**DATA SUPPLIED:**
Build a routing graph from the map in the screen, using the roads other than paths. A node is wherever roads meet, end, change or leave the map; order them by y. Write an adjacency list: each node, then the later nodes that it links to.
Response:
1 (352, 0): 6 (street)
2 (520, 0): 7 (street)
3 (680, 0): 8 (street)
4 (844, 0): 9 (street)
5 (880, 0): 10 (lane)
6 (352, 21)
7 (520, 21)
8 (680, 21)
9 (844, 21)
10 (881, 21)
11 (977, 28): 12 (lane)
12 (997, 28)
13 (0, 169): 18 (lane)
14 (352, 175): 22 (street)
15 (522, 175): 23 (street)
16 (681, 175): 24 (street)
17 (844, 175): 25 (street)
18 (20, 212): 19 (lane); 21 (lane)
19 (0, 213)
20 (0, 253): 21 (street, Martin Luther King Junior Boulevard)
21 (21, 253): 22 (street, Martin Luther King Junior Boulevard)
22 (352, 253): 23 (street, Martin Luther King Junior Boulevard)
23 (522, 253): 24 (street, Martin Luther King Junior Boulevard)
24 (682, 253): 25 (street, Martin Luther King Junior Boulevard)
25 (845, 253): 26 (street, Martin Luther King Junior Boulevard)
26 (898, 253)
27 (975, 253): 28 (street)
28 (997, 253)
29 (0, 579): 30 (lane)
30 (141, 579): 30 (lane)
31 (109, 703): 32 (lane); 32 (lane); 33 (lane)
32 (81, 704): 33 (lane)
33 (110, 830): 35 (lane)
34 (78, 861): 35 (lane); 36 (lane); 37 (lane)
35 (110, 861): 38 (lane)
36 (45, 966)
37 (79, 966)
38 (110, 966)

**TRY IT:** Retype every entry word for word.

**RESPONSE:**
Build a routing graph from the map in the screen, using the roads other than paths. A node is wherever roads meet, end, change or leave the map; order them by y. Write an adjacency list: each node, then the later nodes that it links to.
Response:
1 (352, 0): 6 (street)
2 (520, 0): 7 (street)
3 (680, 0): 8 (street)
4 (844, 0): 9 (street)
5 (880, 0): 10 (lane)
6 (352, 21)
7 (520, 21)
8 (680, 21)
9 (844, 21)
10 (881, 21)
11 (977, 28): 12 (lane)
12 (997, 28)
13 (0, 169): 18 (lane)
14 (352, 175): 22 (street)
15 (522, 175): 23 (street)
16 (681, 175): 24 (street)
17 (844, 175): 25 (street)
18 (20, 212): 19 (lane); 21 (lane)
19 (0, 213)
20 (0, 253): 21 (street, Martin Luther King Junior Boulevard)
21 (21, 253): 22 (street, Martin Luther King Junior Boulevard)
22 (352, 253): 23 (street, Martin Luther King Junior Boulevard)
23 (522, 253): 24 (street, Martin Luther King Junior Boulevard)
24 (682, 253): 25 (street, Martin Luther King Junior Boulevard)
25 (845, 253): 26 (street, Martin Luther King Junior Boulevard)
26 (898, 253)
27 (975, 253): 28 (street)
28 (997, 253)
29 (0, 579): 30 (lane)
30 (141, 579): 30 (lane)
31 (109, 703): 32 (lane); 32 (lane); 33 (lane)
32 (81, 704): 33 (lane)
33 (110, 830): 35 (lane)
34 (78, 861): 35 (lane); 36 (lane); 37 (lane)
35 (110, 861): 38 (lane)
36 (45, 966)
37 (79, 966)
38 (110, 966)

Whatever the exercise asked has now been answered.